The first striking element is the very nature of the object: it is not a solid sculpture, but a mold, hollow, whose back remains open and visible. This unfinished materiality breaks with the idea of a sacred, embodied, stable figure. The Virgin's body becomes a shell, a surface, a trace of absence rather than full presence. This choice invites reflection on reproduction, seriality, and the loss of the image’s uniqueness in the modern world.
Adding to this is the dimension of physical alteration: the Virgin is one-eyed. This detail, discreet yet troubling, introduces a tension between the sacred and fragility. The idealized image of purity and perfection here is cracked. The gaze, traditionally bearing spirituality and divine mediation, is partially absent, as if the figure has lost a part of its ability to see or to guide. This partial blindness can be read as a metaphor: of a faith altered, a tradition that no longer sees wholly, or of a human gaze unable to access the divine in full.

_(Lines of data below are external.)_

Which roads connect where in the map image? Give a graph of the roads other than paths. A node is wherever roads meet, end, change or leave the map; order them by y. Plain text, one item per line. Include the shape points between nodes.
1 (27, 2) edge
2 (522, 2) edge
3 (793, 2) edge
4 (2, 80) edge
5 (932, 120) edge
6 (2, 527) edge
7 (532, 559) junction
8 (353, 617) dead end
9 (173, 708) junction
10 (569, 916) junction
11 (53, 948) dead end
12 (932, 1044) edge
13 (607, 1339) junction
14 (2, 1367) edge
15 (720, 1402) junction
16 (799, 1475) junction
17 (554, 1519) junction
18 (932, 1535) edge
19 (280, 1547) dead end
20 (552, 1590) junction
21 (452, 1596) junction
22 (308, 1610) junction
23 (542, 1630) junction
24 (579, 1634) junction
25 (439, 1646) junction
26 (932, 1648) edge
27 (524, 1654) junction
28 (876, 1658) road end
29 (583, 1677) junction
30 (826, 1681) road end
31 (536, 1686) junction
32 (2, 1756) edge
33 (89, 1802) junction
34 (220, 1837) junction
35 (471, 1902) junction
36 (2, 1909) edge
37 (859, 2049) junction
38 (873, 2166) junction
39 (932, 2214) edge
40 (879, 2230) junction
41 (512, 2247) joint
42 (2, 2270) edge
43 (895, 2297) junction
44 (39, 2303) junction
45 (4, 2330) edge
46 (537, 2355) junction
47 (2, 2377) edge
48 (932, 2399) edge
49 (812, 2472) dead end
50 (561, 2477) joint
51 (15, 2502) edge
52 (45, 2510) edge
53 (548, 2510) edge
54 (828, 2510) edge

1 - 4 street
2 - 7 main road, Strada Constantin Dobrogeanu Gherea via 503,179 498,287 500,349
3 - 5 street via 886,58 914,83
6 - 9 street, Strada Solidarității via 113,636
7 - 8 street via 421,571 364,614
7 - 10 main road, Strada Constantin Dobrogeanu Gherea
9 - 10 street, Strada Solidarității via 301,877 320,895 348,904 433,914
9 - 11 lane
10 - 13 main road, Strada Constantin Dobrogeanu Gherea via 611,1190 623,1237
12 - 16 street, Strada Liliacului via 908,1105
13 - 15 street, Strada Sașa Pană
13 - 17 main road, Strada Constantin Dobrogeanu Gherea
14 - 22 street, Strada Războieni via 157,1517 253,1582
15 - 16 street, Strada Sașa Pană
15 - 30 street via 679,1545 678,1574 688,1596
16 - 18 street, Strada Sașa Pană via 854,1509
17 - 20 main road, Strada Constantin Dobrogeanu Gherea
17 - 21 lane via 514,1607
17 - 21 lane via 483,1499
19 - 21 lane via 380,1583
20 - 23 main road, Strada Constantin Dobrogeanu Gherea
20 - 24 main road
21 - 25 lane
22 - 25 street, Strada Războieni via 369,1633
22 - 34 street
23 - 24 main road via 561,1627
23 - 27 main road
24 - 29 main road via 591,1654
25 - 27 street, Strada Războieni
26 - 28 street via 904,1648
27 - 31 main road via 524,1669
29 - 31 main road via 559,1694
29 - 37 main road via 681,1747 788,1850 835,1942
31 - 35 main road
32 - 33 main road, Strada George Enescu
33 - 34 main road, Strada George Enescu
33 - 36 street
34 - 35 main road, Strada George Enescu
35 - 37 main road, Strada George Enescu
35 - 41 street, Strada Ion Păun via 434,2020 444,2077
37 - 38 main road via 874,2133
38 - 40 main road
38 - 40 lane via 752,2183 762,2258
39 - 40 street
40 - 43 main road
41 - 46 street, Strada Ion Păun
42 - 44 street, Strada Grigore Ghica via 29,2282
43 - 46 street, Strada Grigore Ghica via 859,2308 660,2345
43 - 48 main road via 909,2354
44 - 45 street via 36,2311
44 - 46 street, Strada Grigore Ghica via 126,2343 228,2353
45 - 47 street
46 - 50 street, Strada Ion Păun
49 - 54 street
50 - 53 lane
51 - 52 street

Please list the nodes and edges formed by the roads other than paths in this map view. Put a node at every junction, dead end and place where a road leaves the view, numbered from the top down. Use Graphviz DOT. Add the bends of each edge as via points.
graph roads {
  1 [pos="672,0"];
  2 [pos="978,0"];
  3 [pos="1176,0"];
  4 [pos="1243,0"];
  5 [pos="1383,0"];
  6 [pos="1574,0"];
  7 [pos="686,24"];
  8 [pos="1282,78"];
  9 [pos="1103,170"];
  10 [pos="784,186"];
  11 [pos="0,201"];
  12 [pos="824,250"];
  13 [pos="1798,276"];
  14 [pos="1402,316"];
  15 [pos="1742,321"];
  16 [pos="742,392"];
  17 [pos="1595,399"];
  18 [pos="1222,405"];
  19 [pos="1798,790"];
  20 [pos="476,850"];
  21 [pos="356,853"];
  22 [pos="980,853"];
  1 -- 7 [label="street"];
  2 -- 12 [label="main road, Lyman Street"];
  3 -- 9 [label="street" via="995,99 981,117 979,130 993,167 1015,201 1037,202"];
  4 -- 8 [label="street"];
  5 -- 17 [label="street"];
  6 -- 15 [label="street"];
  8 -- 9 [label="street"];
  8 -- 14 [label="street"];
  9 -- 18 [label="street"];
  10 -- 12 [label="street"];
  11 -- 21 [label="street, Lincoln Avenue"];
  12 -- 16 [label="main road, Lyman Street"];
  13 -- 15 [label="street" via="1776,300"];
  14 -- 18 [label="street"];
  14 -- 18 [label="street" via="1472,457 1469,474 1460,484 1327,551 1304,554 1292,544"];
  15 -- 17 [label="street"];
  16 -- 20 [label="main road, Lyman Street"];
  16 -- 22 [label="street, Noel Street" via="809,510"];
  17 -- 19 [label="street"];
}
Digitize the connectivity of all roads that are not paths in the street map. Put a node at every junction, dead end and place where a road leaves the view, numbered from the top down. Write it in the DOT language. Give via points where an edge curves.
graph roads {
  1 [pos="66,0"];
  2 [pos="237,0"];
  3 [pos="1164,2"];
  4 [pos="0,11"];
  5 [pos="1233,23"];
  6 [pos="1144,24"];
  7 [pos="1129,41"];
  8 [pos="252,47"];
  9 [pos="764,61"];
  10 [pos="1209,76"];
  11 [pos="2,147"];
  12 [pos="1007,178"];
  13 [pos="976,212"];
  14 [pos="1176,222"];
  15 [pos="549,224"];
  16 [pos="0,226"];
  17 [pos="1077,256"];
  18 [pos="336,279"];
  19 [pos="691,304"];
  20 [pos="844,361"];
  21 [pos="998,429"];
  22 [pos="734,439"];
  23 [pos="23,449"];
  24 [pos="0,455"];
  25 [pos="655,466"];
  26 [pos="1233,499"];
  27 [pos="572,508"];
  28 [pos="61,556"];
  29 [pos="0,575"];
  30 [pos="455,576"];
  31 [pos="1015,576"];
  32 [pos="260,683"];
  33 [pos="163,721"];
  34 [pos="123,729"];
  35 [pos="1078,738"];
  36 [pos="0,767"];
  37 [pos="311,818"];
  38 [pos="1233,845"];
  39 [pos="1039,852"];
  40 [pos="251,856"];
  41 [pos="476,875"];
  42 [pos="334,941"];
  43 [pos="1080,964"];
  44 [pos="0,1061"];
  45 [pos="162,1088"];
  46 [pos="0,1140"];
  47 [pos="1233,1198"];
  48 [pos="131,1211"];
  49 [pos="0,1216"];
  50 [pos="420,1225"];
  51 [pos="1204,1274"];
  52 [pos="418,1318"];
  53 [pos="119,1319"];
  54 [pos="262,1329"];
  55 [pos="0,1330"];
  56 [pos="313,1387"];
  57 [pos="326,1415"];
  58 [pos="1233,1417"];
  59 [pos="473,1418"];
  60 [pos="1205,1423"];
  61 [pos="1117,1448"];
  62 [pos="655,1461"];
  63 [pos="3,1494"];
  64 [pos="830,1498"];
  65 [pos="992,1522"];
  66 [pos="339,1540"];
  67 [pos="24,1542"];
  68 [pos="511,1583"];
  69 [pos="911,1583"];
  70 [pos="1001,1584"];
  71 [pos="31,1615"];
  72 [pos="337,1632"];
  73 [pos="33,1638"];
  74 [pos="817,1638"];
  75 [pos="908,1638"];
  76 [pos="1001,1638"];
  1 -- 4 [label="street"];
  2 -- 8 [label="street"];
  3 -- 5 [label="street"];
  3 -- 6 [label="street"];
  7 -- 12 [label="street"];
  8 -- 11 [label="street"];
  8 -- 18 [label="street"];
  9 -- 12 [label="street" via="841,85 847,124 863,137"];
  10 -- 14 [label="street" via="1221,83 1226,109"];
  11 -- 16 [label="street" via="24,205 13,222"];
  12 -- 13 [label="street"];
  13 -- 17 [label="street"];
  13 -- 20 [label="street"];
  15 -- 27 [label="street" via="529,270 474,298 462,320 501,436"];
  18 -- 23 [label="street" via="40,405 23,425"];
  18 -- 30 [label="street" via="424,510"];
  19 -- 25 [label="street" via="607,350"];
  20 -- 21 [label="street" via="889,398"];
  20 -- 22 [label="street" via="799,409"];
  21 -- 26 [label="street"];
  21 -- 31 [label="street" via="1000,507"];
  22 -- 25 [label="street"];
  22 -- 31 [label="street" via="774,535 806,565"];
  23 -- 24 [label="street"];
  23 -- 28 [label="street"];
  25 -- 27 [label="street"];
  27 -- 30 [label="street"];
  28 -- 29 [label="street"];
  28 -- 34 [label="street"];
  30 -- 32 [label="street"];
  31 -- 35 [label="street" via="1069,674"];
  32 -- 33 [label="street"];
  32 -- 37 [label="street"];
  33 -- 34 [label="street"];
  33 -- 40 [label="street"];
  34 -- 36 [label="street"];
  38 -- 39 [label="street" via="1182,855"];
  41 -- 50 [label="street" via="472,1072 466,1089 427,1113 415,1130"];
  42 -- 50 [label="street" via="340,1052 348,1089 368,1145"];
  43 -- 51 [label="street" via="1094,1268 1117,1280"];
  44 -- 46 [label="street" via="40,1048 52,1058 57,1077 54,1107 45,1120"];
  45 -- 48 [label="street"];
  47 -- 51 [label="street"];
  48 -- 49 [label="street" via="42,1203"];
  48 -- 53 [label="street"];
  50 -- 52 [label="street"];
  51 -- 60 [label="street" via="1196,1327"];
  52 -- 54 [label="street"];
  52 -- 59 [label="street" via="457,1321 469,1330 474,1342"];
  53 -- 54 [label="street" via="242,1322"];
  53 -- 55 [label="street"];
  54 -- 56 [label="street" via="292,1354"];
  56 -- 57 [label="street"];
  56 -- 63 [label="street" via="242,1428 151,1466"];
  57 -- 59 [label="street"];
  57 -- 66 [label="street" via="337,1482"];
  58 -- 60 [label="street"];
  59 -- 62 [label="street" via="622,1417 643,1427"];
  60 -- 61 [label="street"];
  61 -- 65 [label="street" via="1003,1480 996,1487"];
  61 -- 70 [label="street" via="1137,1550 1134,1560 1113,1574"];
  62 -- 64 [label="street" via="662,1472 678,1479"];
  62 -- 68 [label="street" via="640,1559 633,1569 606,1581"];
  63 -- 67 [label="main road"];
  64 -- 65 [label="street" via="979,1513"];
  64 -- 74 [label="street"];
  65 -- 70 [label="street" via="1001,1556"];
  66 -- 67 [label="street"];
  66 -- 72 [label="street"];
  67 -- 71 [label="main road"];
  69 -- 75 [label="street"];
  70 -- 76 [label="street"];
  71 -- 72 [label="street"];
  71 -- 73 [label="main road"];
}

However, the most striking element remains the use of phosphorescent paint. In daylight, the work appears pale, almost fragile, in a greenish hue that already evokes a certain strangeness. But in the dark, it transforms radically: the Virgin becomes a source of light, radiating an intense, spectral green. This mutation introduces a temporal and perceptual duality: the work is not fully visible except in the absence of external light.
This phenomenon reverses the traditional codes of sacred representation. Usually, light reveals the divine figure; here, it is the figure itself that emits artificial light. The sacred is no longer transcendent, but produced by a chemical process. This inversion can be read as a reflection on secularization: spirituality becomes an effect, a luminous illusion that persists in the darkness but depends on a prior activation (exposure to light).
Finally, the almost ghostly quality of the luminescence endows the work with an ambiguous presence, between appearance and disappearance. The Virgin seems to haunt the space, oscillating between protection and worry. She is no longer merely an object of devotion, but also a spectral image, a luminous residue of a past belief.
Thus, the Luminescent Virgin artfully articulates several tensions: between fullness and hollowness, sacred and secular, visibility and obscurity, presence and absence. By transforming an iconic figure into an altered and luminescent object, the work questions the persistence of religious symbols in a contemporary world where light itself becomes artificial and unstable.